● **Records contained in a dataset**
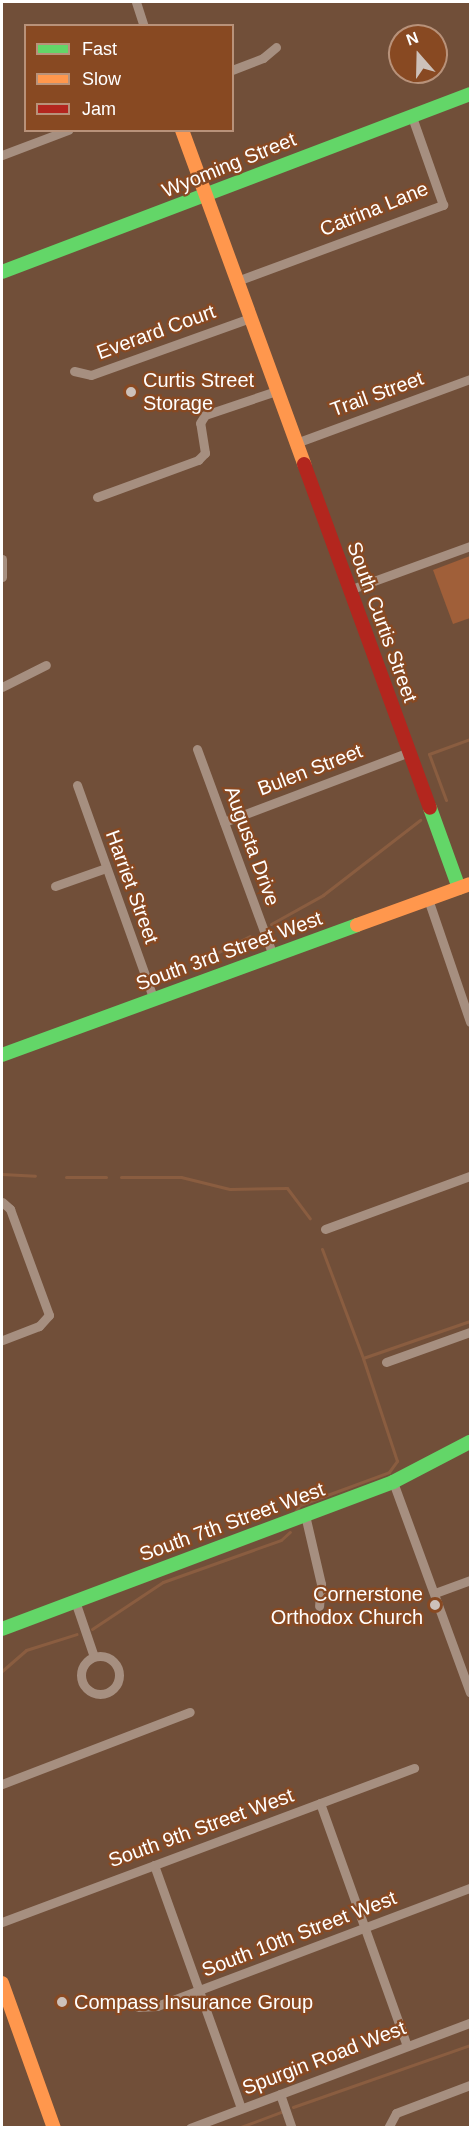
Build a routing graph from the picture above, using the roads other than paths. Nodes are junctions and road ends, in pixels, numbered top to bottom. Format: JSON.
{"nodes":[{"id":1,"x":136,"y":2,"type":"edge"},
{"id":2,"x":143,"y":24,"type":"edge"},
{"id":3,"x":276,"y":47,"type":"dead end"},
{"id":4,"x":234,"y":69,"type":"edge"},
{"id":5,"x":471,"y":94,"type":"edge"},
{"id":6,"x":412,"y":117,"type":"junction"},
{"id":7,"x":63,"y":132,"type":"edge"},
{"id":8,"x":183,"y":132,"type":"edge"},
{"id":9,"x":2,"y":155,"type":"edge"},
{"id":10,"x":206,"y":196,"type":"junction"},
{"id":11,"x":2,"y":272,"type":"edge"},
{"id":12,"x":237,"y":281,"type":"junction"},
{"id":13,"x":250,"y":318,"type":"junction"},
{"id":14,"x":74,"y":371,"type":"dead end"},
{"id":15,"x":471,"y":378,"type":"edge"},
{"id":16,"x":276,"y":391,"type":"junction"},
{"id":17,"x":296,"y":443,"type":"junction"},
{"id":18,"x":97,"y":497,"type":"dead end"},
{"id":19,"x":471,"y":546,"type":"edge"},
{"id":20,"x":2,"y":559,"type":"edge"},
{"id":21,"x":2,"y":577,"type":"edge"},
{"id":22,"x":349,"y":590,"type":"junction"},
{"id":23,"x":46,"y":665,"type":"dead end"},
{"id":24,"x":2,"y":687,"type":"edge"},
{"id":25,"x":197,"y":749,"type":"dead end"},
{"id":26,"x":409,"y":752,"type":"junction"},
{"id":27,"x":77,"y":785,"type":"dead end"},
{"id":28,"x":224,"y":822,"type":"junction"},
{"id":29,"x":106,"y":868,"type":"junction"},
{"id":30,"x":55,"y":886,"type":"dead end"},
{"id":31,"x":465,"y":886,"type":"edge"},
{"id":32,"x":428,"y":899,"type":"junction"},
{"id":33,"x":273,"y":956,"type":"junction"},
{"id":34,"x":153,"y":1000,"type":"junction"},
{"id":35,"x":470,"y":1021,"type":"edge"},
{"id":36,"x":2,"y":1055,"type":"edge"},
{"id":37,"x":471,"y":1176,"type":"edge"},
{"id":38,"x":4,"y":1202,"type":"edge"},
{"id":39,"x":325,"y":1229,"type":"dead end"},
{"id":40,"x":471,"y":1332,"type":"edge"},
{"id":41,"x":2,"y":1340,"type":"edge"},
{"id":42,"x":386,"y":1362,"type":"dead end"},
{"id":43,"x":471,"y":1442,"type":"edge"},
{"id":44,"x":393,"y":1482,"type":"junction"},
{"id":45,"x":304,"y":1515,"type":"junction"},
{"id":46,"x":471,"y":1580,"type":"edge"},
{"id":47,"x":435,"y":1593,"type":"junction"},
{"id":48,"x":75,"y":1601,"type":"junction"},
{"id":49,"x":320,"y":1605,"type":"dead end"},
{"id":50,"x":2,"y":1629,"type":"edge"},
{"id":51,"x":93,"y":1654,"type":"junction"},
{"id":52,"x":471,"y":1692,"type":"edge"},
{"id":53,"x":190,"y":1712,"type":"dead end"},
{"id":54,"x":414,"y":1768,"type":"dead end"},
{"id":55,"x":2,"y":1784,"type":"edge"},
{"id":56,"x":320,"y":1803,"type":"junction"},
{"id":57,"x":154,"y":1865,"type":"junction"},
{"id":58,"x":471,"y":1888,"type":"edge"},
{"id":59,"x":2,"y":1922,"type":"edge"},
{"id":60,"x":366,"y":1928,"type":"junction"},
{"id":61,"x":2,"y":1983,"type":"edge"},
{"id":62,"x":196,"y":1992,"type":"junction"},
{"id":63,"x":138,"y":2007,"type":"dead end"},
{"id":64,"x":471,"y":2023,"type":"edge"},
{"id":65,"x":407,"y":2046,"type":"junction"},
{"id":66,"x":471,"y":2085,"type":"edge"},
{"id":67,"x":280,"y":2094,"type":"junction"},
{"id":68,"x":241,"y":2108,"type":"junction"},
{"id":69,"x":54,"y":2127,"type":"edge"},
{"id":70,"x":190,"y":2127,"type":"edge"},
{"id":71,"x":292,"y":2127,"type":"edge"},
{"id":72,"x":388,"y":2127,"type":"edge"}],
"edges":[{"from":1,"to":2,"type":"street"},
{"from":3,"to":4,"type":"street"},
{"from":5,"to":6,"type":"main road","name":"Wyoming Street"},
{"from":6,"to":10,"type":"main road","name":"Wyoming Street"},
{"from":6,"to":12,"type":"street","name":"Catrina Lane"},
{"from":7,"to":9,"type":"street"},
{"from":8,"to":10,"type":"main road","name":"South Curtis Street"},
{"from":10,"to":11,"type":"main road","name":"Wyoming Street"},
{"from":10,"to":12,"type":"main road","name":"South Curtis Street"},
{"from":12,"to":13,"type":"main road","name":"South Curtis Street"},
{"from":13,"to":14,"type":"street","name":"Everard Court"},
{"from":13,"to":16,"type":"main road","name":"South Curtis Street"},
{"from":15,"to":17,"type":"street","name":"Trail Street"},
{"from":16,"to":17,"type":"main road","name":"South Curtis Street"},
{"from":16,"to":18,"type":"street"},
{"from":17,"to":22,"type":"main road","name":"South Curtis Street"},
{"from":19,"to":22,"type":"street"},
{"from":20,"to":21,"type":"street"},
{"from":22,"to":26,"type":"main road","name":"South Curtis Street"},
{"from":23,"to":24,"type":"street"},
{"from":25,"to":28,"type":"street","name":"Augusta Drive"},
{"from":26,"to":28,"type":"street","name":"Bulen Street"},
{"from":26,"to":31,"type":"main road","name":"South Curtis Street"},
{"from":27,"to":29,"type":"street","name":"Harriet Street"},
{"from":28,"to":33,"type":"street","name":"Augusta Drive"},
{"from":29,"to":30,"type":"street"},
{"from":29,"to":34,"type":"street","name":"Harriet Street"},
{"from":31,"to":32,"type":"main road","name":"South 3rd Street West"},
{"from":32,"to":33,"type":"main road","name":"South 3rd Street West"},
{"from":32,"to":35,"type":"street"},
{"from":33,"to":34,"type":"main road","name":"South 3rd Street West"},
{"from":34,"to":36,"type":"main road","name":"South 3rd Street West"},
{"from":37,"to":39,"type":"street"},
{"from":38,"to":41,"type":"street"},
{"from":40,"to":42,"type":"street"},
{"from":43,"to":44,"type":"main road","name":"South 7th Street West"},
{"from":44,"to":45,"type":"main road","name":"South 7th Street West"},
{"from":44,"to":47,"type":"street"},
{"from":45,"to":48,"type":"main road","name":"South 7th Street West"},
{"from":45,"to":49,"type":"street"},
{"from":46,"to":47,"type":"street"},
{"from":47,"to":52,"type":"street"},
{"from":48,"to":50,"type":"main road","name":"South 7th Street West"},
{"from":48,"to":51,"type":"street"},
{"from":51,"to":51,"type":"street"},
{"from":53,"to":55,"type":"street"},
{"from":54,"to":56,"type":"street","name":"South 9th Street West"},
{"from":56,"to":57,"type":"street","name":"South 9th Street West"},
{"from":56,"to":60,"type":"street"},
{"from":57,"to":59,"type":"street","name":"South 9th Street West"},
{"from":57,"to":62,"type":"street"},
{"from":58,"to":60,"type":"street","name":"South 10th Street West"},
{"from":60,"to":62,"type":"street","name":"South 10th Street West"},
{"from":60,"to":65,"type":"street"},
{"from":61,"to":69,"type":"main road"},
{"from":62,"to":63,"type":"street","name":"South 10th Street West"},
{"from":62,"to":68,"type":"street"},
{"from":64,"to":65,"type":"street","name":"Spurgin Road West"},
{"from":65,"to":67,"type":"street","name":"Spurgin Road West"},
{"from":66,"to":72,"type":"street"},
{"from":67,"to":68,"type":"street","name":"Spurgin Road West"},
{"from":67,"to":71,"type":"street"},
{"from":68,"to":70,"type":"street","name":"Spurgin Road West"}]}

● **ACTIVITY**
In the entries above, find each line with the word "Wyoming" and show it.

● **EXPECTED OUTPUT**
{"from":5,"to":6,"type":"main road","name":"Wyoming Street"},
{"from":6,"to":10,"type":"main road","name":"Wyoming Street"},
{"from":10,"to":11,"type":"main road","name":"Wyoming Street"},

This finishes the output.